Minority problem: One minority government scenario that’s getting a lot of attention is this: What happens if Scheer wins more seats than Trudeau, but not enough to form a majority? As Carleton University Professor Philippe Lagassé explains here, the Constitution would allow for Trudeau, as the current prime minister, to tell the Governor General that he wants to form a government and attempt to win a confidence vote in the House. However, by tradition, the party that wins a plurality of votes (the most, but not a majority) has almost always gone on to form government. (The only exception was in 1925.) 

At a campaign stop Scheer called on Trudeau to resign if the Liberals wins fewer minority seats than the Conservatives. Meanwhile in an interview with CTV he went further about how he’d navigate a minority, seemingly asserting he could hold power without the support of other parties in the House: “We’re not going to ask other parties for support. We’re going to put our platform out to Canadians about how we’re going to lower taxes, make life more affordable. And we will implement that agenda. We expect that other parties will respect the fact that whichever party wins the most seats gets to form the government and that they will understand that if Canadians — when Canadians — endorse our platform, that we would have the right to implement it.”

For his part Trudeau hasn’t said during this election where he stands on the question of who gets to try to lead the country if the Conservatives win more votes in a minority situation, but in 2015 he did: “Yes, that’s the way it’s always been, whoever commands the most seats gets the first shot at governing. Whoever gets the most seats gets the first shot at trying to command the confidence of the House.”

Like father like son: While we’re on the subject of past elections, this campaign bears striking similarities to the one Pierre Trudeau fought in 1972 to just barely secure his second term. John Geddes spoke with John English, historian and author of the Trudeau Sr. biography Just Watch Me: The Life of Pierre Elliott Trudeau, 1968-2000 about the many parallels between then and now, and the lessons they offer:

That 1972 campaign was fought to a virtual draw between his Liberals and Robert Stanfield’s Conservatives, leaving a chastened Trudeau relying on NDP support in order to remain to power with a minority government.

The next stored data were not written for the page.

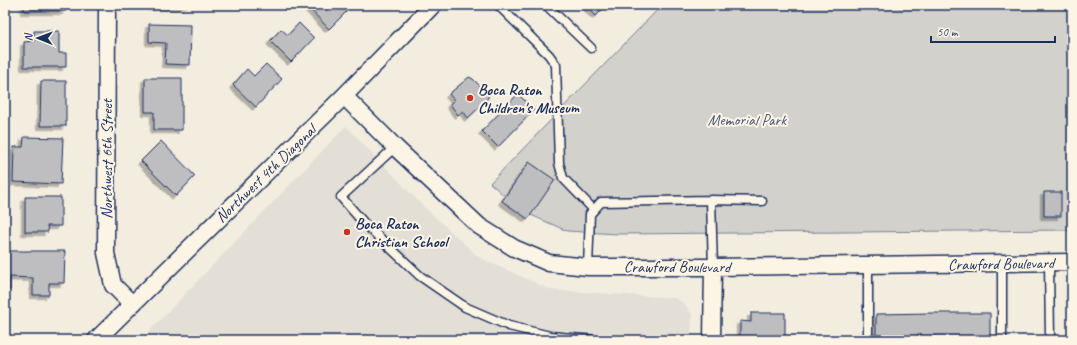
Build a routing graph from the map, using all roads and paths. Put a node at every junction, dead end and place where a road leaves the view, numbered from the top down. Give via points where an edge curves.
1 (107, 5) edge
2 (433, 5) edge
3 (498, 5) edge
4 (546, 5) edge
5 (591, 48) dead end
6 (344, 96) junction
7 (395, 147) junction
8 (711, 200) junction
9 (762, 201) dead end
10 (594, 210) junction
11 (1049, 262) junction
12 (1072, 262) edge
13 (1002, 263) junction
14 (868, 265) junction
15 (588, 267) junction
16 (713, 267) junction
17 (132, 304) junction
18 (96, 340) edge
19 (594, 340) edge
20 (712, 340) edge
21 (868, 340) edge
22 (1002, 340) edge
23 (1050, 340) edge

1 - 17 street, Northwest 6th Street via 106,253 114,285
2 - 6 street, Northwest 4th Diagonal
3 - 10 lane via 556,65 560,163 563,178
4 - 5 lane
6 - 7 street, Crawford Boulevard
6 - 17 street, Northwest 4th Diagonal
7 - 15 street, Crawford Boulevard via 479,226 514,248 550,262
7 - 19 lane via 341,197 363,222 420,276 465,307 509,326 550,336
8 - 9 lane
8 - 10 lane via 601,202
8 - 16 lane
10 - 15 lane via 590,214
11 - 12 street, Crawford Boulevard
11 - 13 street, Crawford Boulevard
11 - 23 lane
13 - 14 street, Crawford Boulevard
13 - 22 lane
14 - 16 street, Crawford Boulevard
14 - 21 lane
15 - 16 street, Crawford Boulevard
16 - 20 street
17 - 18 street, Northwest 4th Diagonal

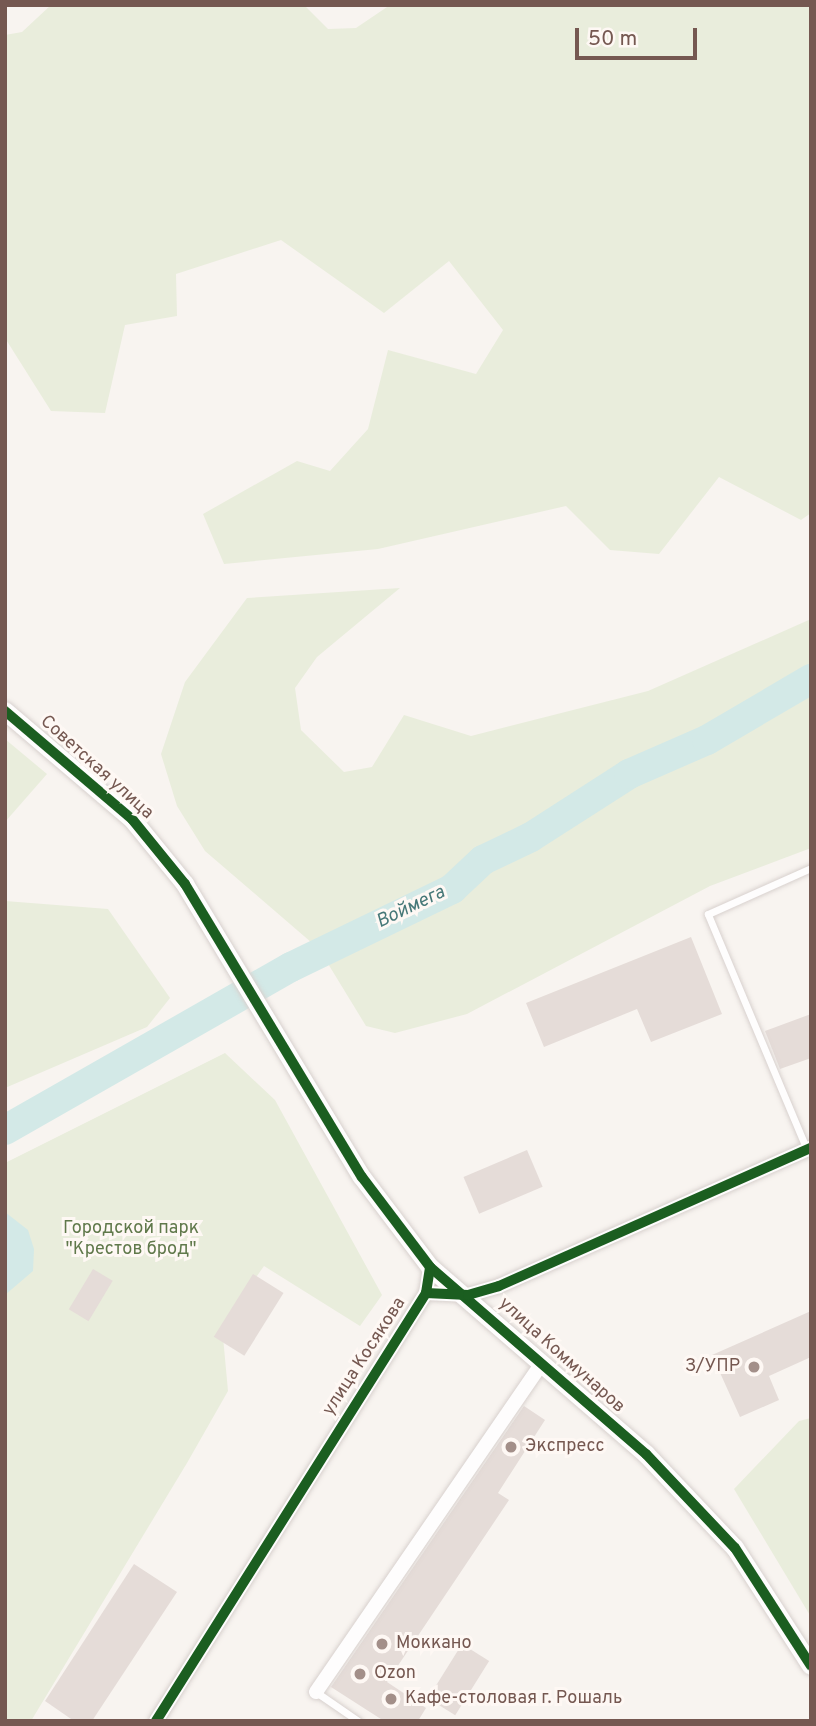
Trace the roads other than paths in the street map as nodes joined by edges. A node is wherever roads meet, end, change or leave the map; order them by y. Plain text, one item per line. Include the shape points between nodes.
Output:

It’s hardly necessary to remark on that there’s an echo in the air. If Justin Trudeau is reduced to an NDP-backed minority on Oct. 21, he’ll have been knocked down a peg from his surprise 2015 majority triumph in a way that’s uncannily similar to how his father was proved to be a mere mortal only four years after his storied “Trudeaumania” victory in 1968. (Read more.)

How do you say mud in Chinese?: A day after Trudeau soulfully revealed that he regrets his failure to defeat divisiveness and unite Canadians, the Liberals got down into the muck pile that has become Chinese-language political advertising right alongside their Conservative rivals. Earlier the Conservatives ran Chinese language ads falsely claiming that Trudeau plans to legalize hard drugs like cocaine. Now the Liberals have countered with their own ads targeting the Chinese community. One shows Scheer with the Chinese character for “false” stamped across his face, while the other claims the Conservatives would see the streets flooded with assault rifles.